= Records from a dataset =
+---+

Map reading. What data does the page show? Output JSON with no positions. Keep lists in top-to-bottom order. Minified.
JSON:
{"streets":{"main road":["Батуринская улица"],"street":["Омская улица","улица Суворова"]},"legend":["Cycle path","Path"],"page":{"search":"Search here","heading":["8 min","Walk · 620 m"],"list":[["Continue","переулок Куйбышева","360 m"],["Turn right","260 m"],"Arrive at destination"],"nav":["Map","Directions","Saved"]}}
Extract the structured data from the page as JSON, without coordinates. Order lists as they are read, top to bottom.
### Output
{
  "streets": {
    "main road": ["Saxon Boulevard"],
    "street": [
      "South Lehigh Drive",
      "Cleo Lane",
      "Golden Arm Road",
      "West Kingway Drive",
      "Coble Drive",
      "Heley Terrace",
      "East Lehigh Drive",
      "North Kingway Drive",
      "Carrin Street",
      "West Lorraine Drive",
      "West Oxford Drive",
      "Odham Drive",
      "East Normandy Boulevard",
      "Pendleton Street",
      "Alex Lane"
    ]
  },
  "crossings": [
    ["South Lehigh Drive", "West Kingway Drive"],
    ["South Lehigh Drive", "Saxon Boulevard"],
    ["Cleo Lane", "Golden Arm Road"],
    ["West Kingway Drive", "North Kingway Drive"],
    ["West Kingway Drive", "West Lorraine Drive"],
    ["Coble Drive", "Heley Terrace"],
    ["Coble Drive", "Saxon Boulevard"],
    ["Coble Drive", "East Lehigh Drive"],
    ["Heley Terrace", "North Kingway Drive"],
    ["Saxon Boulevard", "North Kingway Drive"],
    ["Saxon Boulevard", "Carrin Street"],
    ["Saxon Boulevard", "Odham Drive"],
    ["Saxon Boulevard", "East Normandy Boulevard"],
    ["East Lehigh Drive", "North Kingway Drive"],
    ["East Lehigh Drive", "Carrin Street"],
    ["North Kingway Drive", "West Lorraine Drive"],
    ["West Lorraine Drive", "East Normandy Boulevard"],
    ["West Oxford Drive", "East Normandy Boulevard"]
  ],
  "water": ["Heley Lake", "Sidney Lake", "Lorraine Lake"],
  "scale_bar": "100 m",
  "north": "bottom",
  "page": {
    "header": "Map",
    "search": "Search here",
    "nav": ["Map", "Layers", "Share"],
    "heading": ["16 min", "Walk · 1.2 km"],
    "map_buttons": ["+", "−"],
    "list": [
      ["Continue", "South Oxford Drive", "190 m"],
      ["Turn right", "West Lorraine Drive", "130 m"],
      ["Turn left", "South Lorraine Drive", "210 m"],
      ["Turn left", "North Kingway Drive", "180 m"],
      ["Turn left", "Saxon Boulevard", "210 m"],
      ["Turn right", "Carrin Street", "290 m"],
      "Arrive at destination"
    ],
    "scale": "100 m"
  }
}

+---+

= Task =
Transcribe the data above in its entirety, exactly.

= Answer box =
Map reading. What data does the page show? Output JSON with no positions. Keep lists in top-to-bottom order. Minified.
JSON:
{"streets":{"main road":["Батуринская улица"],"street":["Омская улица","улица Суворова"]},"legend":["Cycle path","Path"],"page":{"search":"Search here","heading":["8 min","Walk · 620 m"],"list":[["Continue","переулок Куйбышева","360 m"],["Turn right","260 m"],"Arrive at destination"],"nav":["Map","Directions","Saved"]}}
Extract the structured data from the page as JSON, without coordinates. Order lists as they are read, top to bottom.
### Output
{
  "streets": {
    "main road": ["Saxon Boulevard"],
    "street": [
      "South Lehigh Drive",
      "Cleo Lane",
      "Golden Arm Road",
      "West Kingway Drive",
      "Coble Drive",
      "Heley Terrace",
      "East Lehigh Drive",
      "North Kingway Drive",
      "Carrin Street",
      "West Lorraine Drive",
      "West Oxford Drive",
      "Odham Drive",
      "East Normandy Boulevard",
      "Pendleton Street",
      "Alex Lane"
    ]
  },
  "crossings": [
    ["South Lehigh Drive", "West Kingway Drive"],
    ["South Lehigh Drive", "Saxon Boulevard"],
    ["Cleo Lane", "Golden Arm Road"],
    ["West Kingway Drive", "North Kingway Drive"],
    ["West Kingway Drive", "West Lorraine Drive"],
    ["Coble Drive", "Heley Terrace"],
    ["Coble Drive", "Saxon Boulevard"],
    ["Coble Drive", "East Lehigh Drive"],
    ["Heley Terrace", "North Kingway Drive"],
    ["Saxon Boulevard", "North Kingway Drive"],
    ["Saxon Boulevard", "Carrin Street"],
    ["Saxon Boulevard", "Odham Drive"],
    ["Saxon Boulevard", "East Normandy Boulevard"],
    ["East Lehigh Drive", "North Kingway Drive"],
    ["East Lehigh Drive", "Carrin Street"],
    ["North Kingway Drive", "West Lorraine Drive"],
    ["West Lorraine Drive", "East Normandy Boulevard"],
    ["West Oxford Drive", "East Normandy Boulevard"]
  ],
  "water": ["Heley Lake", "Sidney Lake", "Lorraine Lake"],
  "scale_bar": "100 m",
  "north": "bottom",
  "page": {
    "header": "Map",
    "search": "Search here",
    "nav": ["Map", "Layers", "Share"],
    "heading": ["16 min", "Walk · 1.2 km"],
    "map_buttons": ["+", "−"],
    "list": [
      ["Continue", "South Oxford Drive", "190 m"],
      ["Turn right", "West Lorraine Drive", "130 m"],
      ["Turn left", "South Lorraine Drive", "210 m"],
      ["Turn left", "North Kingway Drive", "180 m"],
      ["Turn left", "Saxon Boulevard", "210 m"],
      ["Turn right", "Carrin Street", "290 m"],
      "Arrive at destination"
    ],
    "scale": "100 m"
  }
}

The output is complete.